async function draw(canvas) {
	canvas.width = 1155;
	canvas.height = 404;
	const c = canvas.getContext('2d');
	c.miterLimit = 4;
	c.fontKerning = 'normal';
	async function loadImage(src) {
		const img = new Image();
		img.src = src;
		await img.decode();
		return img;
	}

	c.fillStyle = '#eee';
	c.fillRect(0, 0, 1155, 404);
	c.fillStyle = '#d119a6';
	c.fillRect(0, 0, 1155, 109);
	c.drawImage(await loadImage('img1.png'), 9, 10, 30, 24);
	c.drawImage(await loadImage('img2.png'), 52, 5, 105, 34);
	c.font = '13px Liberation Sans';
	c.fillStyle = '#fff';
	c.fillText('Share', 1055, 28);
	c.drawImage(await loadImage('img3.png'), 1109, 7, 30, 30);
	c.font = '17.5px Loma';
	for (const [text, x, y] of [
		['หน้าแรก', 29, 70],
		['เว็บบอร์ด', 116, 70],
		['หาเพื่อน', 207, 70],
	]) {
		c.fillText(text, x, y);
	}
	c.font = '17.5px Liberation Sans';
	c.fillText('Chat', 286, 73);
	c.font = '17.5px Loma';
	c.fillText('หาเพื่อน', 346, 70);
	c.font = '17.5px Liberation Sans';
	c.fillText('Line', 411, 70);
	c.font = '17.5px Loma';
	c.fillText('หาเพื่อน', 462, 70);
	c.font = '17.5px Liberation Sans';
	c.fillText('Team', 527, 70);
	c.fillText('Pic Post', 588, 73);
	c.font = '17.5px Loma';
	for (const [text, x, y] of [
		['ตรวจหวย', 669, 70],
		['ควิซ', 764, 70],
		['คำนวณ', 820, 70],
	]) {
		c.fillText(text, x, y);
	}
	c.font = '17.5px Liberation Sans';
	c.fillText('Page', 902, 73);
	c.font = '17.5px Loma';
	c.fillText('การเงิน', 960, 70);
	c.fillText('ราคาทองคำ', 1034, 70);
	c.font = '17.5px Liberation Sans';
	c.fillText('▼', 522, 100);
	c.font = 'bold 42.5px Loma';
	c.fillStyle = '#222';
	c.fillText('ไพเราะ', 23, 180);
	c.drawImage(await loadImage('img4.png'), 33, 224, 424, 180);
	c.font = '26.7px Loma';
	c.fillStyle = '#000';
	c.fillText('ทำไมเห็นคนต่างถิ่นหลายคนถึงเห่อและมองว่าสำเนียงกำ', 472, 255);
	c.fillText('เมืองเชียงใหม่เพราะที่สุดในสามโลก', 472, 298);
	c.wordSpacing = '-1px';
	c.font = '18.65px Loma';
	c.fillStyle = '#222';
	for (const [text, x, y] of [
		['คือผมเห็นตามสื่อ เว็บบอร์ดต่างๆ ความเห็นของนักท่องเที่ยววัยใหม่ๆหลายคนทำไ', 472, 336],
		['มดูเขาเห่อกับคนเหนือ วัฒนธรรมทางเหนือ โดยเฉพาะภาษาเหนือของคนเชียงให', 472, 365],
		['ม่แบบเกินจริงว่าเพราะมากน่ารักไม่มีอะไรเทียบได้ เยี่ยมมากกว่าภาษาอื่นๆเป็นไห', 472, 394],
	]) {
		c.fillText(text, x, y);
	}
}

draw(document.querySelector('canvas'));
□ □ □ □ □
### Task description:
Go through the material and copy every line in which the word "หาเพ" occurs.

### Solution below:
		['หาเพื่อน', 207, 70],
	c.fillText('หาเพื่อน', 346, 70);
	c.fillText('หาเพื่อน', 462, 70);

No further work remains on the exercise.